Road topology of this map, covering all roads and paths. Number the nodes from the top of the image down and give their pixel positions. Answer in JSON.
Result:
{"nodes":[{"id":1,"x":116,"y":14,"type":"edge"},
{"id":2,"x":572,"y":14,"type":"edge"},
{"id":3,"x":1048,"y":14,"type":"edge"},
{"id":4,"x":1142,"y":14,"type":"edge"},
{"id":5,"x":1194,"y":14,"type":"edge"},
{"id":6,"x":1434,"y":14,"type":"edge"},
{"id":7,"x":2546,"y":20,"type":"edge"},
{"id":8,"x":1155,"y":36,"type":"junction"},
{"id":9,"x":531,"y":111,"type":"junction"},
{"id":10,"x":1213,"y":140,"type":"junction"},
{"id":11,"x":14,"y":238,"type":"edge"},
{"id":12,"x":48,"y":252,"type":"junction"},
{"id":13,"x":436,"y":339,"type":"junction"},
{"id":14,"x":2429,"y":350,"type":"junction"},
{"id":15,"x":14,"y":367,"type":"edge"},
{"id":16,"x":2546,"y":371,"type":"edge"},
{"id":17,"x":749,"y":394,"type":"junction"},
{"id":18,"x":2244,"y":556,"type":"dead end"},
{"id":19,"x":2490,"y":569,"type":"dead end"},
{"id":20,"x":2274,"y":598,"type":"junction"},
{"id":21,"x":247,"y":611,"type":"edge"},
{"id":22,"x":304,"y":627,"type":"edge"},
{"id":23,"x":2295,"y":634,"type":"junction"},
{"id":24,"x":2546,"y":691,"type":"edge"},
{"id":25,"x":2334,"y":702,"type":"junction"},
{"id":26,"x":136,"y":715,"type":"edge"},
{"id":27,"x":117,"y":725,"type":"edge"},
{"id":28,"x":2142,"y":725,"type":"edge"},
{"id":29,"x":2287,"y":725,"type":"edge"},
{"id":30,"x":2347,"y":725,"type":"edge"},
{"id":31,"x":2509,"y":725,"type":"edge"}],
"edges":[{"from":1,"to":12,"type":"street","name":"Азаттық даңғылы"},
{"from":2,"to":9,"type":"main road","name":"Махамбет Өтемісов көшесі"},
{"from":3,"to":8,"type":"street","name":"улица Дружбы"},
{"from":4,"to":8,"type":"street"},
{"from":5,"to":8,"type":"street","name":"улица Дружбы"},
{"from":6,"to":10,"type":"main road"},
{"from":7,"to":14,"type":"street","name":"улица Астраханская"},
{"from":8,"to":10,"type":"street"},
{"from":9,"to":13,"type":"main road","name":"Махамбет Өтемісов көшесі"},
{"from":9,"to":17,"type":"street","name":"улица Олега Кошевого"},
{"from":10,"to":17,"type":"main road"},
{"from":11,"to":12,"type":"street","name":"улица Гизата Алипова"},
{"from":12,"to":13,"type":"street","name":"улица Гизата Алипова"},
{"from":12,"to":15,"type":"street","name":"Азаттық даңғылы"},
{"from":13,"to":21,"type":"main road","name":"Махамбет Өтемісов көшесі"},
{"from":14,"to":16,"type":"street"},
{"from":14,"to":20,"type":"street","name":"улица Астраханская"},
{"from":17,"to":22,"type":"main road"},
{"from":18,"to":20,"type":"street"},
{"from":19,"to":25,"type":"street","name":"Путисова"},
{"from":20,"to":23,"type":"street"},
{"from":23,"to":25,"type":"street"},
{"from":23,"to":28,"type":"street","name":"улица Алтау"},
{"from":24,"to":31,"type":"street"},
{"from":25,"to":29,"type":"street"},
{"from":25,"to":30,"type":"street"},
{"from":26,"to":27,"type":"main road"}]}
_ _ _ _ _
GOAL OF THE EXERCISE: Reproduce every line above without error.

WRITTEN ANSWER:
Road topology of this map, covering all roads and paths. Number the nodes from the top of the image down and give their pixel positions. Answer in JSON.
Result:
{"nodes":[{"id":1,"x":116,"y":14,"type":"edge"},
{"id":2,"x":572,"y":14,"type":"edge"},
{"id":3,"x":1048,"y":14,"type":"edge"},
{"id":4,"x":1142,"y":14,"type":"edge"},
{"id":5,"x":1194,"y":14,"type":"edge"},
{"id":6,"x":1434,"y":14,"type":"edge"},
{"id":7,"x":2546,"y":20,"type":"edge"},
{"id":8,"x":1155,"y":36,"type":"junction"},
{"id":9,"x":531,"y":111,"type":"junction"},
{"id":10,"x":1213,"y":140,"type":"junction"},
{"id":11,"x":14,"y":238,"type":"edge"},
{"id":12,"x":48,"y":252,"type":"junction"},
{"id":13,"x":436,"y":339,"type":"junction"},
{"id":14,"x":2429,"y":350,"type":"junction"},
{"id":15,"x":14,"y":367,"type":"edge"},
{"id":16,"x":2546,"y":371,"type":"edge"},
{"id":17,"x":749,"y":394,"type":"junction"},
{"id":18,"x":2244,"y":556,"type":"dead end"},
{"id":19,"x":2490,"y":569,"type":"dead end"},
{"id":20,"x":2274,"y":598,"type":"junction"},
{"id":21,"x":247,"y":611,"type":"edge"},
{"id":22,"x":304,"y":627,"type":"edge"},
{"id":23,"x":2295,"y":634,"type":"junction"},
{"id":24,"x":2546,"y":691,"type":"edge"},
{"id":25,"x":2334,"y":702,"type":"junction"},
{"id":26,"x":136,"y":715,"type":"edge"},
{"id":27,"x":117,"y":725,"type":"edge"},
{"id":28,"x":2142,"y":725,"type":"edge"},
{"id":29,"x":2287,"y":725,"type":"edge"},
{"id":30,"x":2347,"y":725,"type":"edge"},
{"id":31,"x":2509,"y":725,"type":"edge"}],
"edges":[{"from":1,"to":12,"type":"street","name":"Азаттық даңғылы"},
{"from":2,"to":9,"type":"main road","name":"Махамбет Өтемісов көшесі"},
{"from":3,"to":8,"type":"street","name":"улица Дружбы"},
{"from":4,"to":8,"type":"street"},
{"from":5,"to":8,"type":"street","name":"улица Дружбы"},
{"from":6,"to":10,"type":"main road"},
{"from":7,"to":14,"type":"street","name":"улица Астраханская"},
{"from":8,"to":10,"type":"street"},
{"from":9,"to":13,"type":"main road","name":"Махамбет Өтемісов көшесі"},
{"from":9,"to":17,"type":"street","name":"улица Олега Кошевого"},
{"from":10,"to":17,"type":"main road"},
{"from":11,"to":12,"type":"street","name":"улица Гизата Алипова"},
{"from":12,"to":13,"type":"street","name":"улица Гизата Алипова"},
{"from":12,"to":15,"type":"street","name":"Азаттық даңғылы"},
{"from":13,"to":21,"type":"main road","name":"Махамбет Өтемісов көшесі"},
{"from":14,"to":16,"type":"street"},
{"from":14,"to":20,"type":"street","name":"улица Астраханская"},
{"from":17,"to":22,"type":"main road"},
{"from":18,"to":20,"type":"street"},
{"from":19,"to":25,"type":"street","name":"Путисова"},
{"from":20,"to":23,"type":"street"},
{"from":23,"to":25,"type":"street"},
{"from":23,"to":28,"type":"street","name":"улица Алтау"},
{"from":24,"to":31,"type":"street"},
{"from":25,"to":29,"type":"street"},
{"from":25,"to":30,"type":"street"},
{"from":26,"to":27,"type":"main road"}]}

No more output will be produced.